Lord Purvis of Tweed, who was giving this year’s Flodden oration, said: “Border communities around the world have much in common with us, but fair less well in the present.

“In my new role after serving in Holyrood, I have been fortunate to do a great deal of travel and meet other borderers: In south and east Asia, sub-Saharan Africa, the Middle East and North Africa. Last week, I was in China, not far from the border with North Korea, and on Saturday I return to the Middle East where in many regards there are more borderers than any other group. Areas of tension where we can teach on how to bring about peace building.

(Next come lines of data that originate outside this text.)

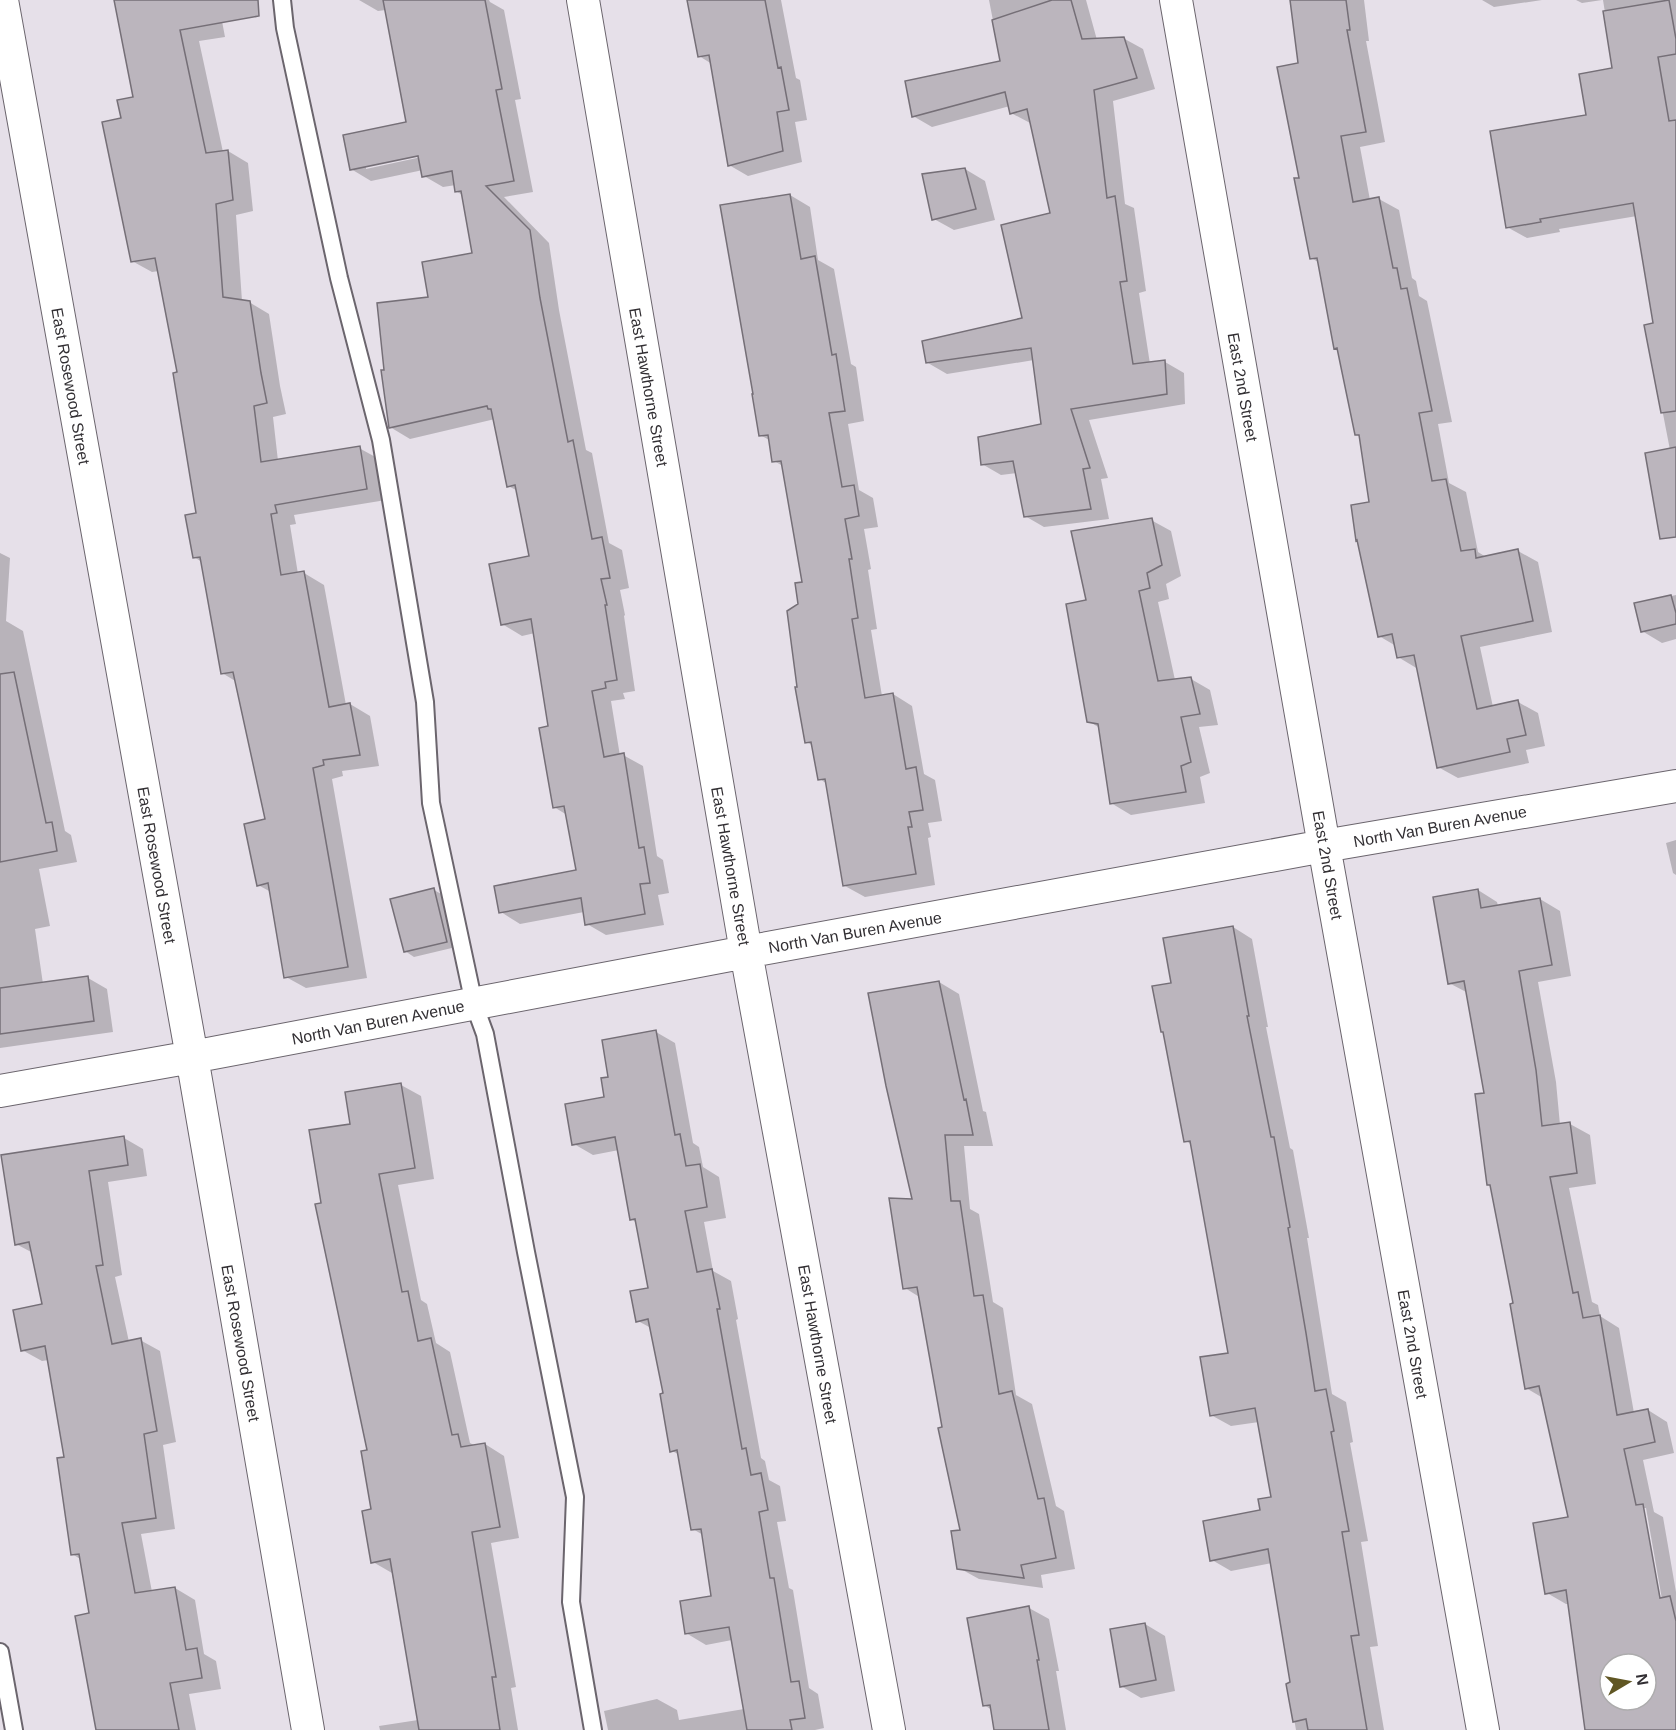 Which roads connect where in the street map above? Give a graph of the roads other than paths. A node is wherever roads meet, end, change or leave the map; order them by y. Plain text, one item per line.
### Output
1 (2, 0) edge
2 (282, 0) edge
3 (583, 0) edge
4 (1176, 0) edge
5 (1676, 786) edge
6 (1324, 846) junction
7 (746, 952) junction
8 (474, 1004) junction
9 (192, 1058) junction
10 (0, 1091) edge
11 (0, 1652) edge
12 (15, 1730) edge
13 (308, 1730) edge
14 (593, 1730) edge
15 (889, 1730) edge
16 (1483, 1730) edge

1 - 9 street, East Rosewood Street
2 - 8 lane
3 - 7 street, East Hawthorne Street
4 - 6 street, East 2nd Street
5 - 6 street, North Van Buren Avenue
6 - 7 street, North Van Buren Avenue
6 - 16 street, East 2nd Street
7 - 8 street, North Van Buren Avenue
7 - 15 street, East Hawthorne Street
8 - 9 street, North Van Buren Avenue
8 - 14 lane
9 - 10 street, North Van Buren Avenue
9 - 13 street, East Rosewood Street
11 - 12 lane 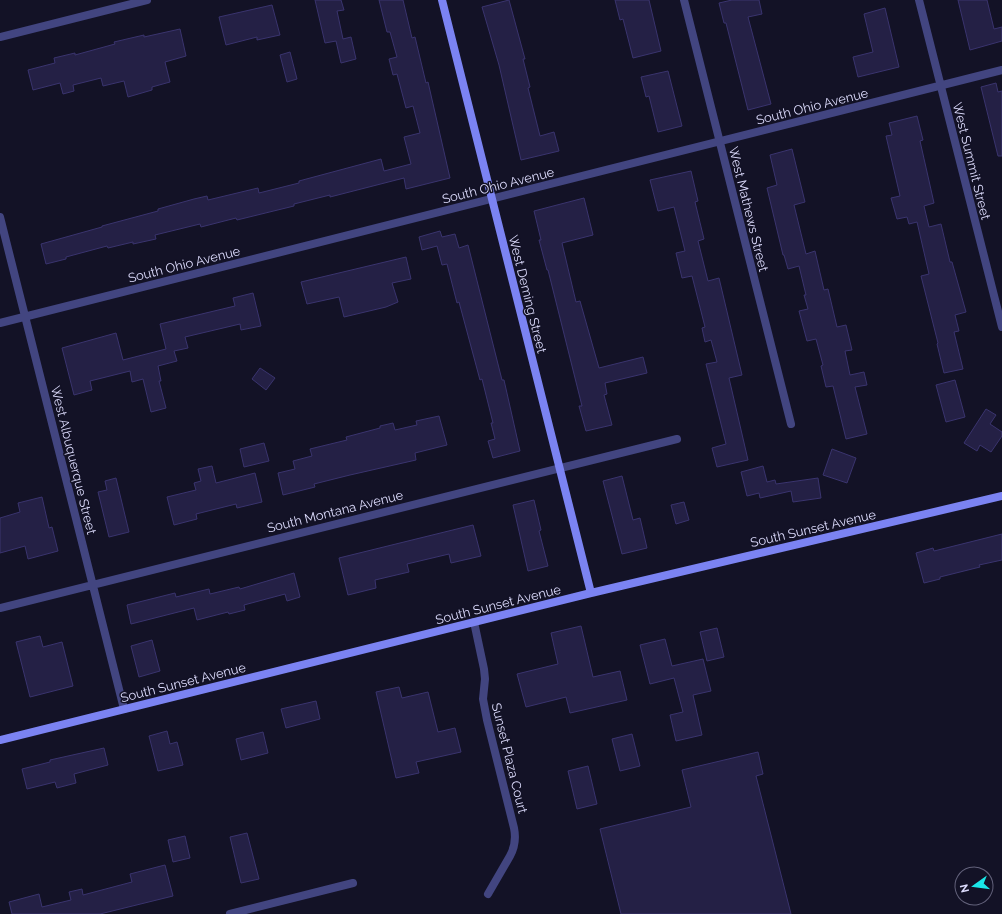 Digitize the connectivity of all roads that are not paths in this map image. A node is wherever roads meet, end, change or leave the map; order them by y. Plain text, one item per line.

“What we take for granted today across this border between two ancient nations is in many areas a daily struggle for other borderers in the world today, especially children. Sometimes it’s a nuisance for us to have Scottish Borders Council and Northumberland Council not coordinating transport, or the two governments not working together on farming or health. But in the Middle East and North Africa, eight million children are getting their end-of-year school exams results as Scottish children are now too. Many of those will have done so after overcoming significant challenges – displacement, poverty, child labour, poor school transportation, overcrowding, lack of teachers and facilities and low-quality education.”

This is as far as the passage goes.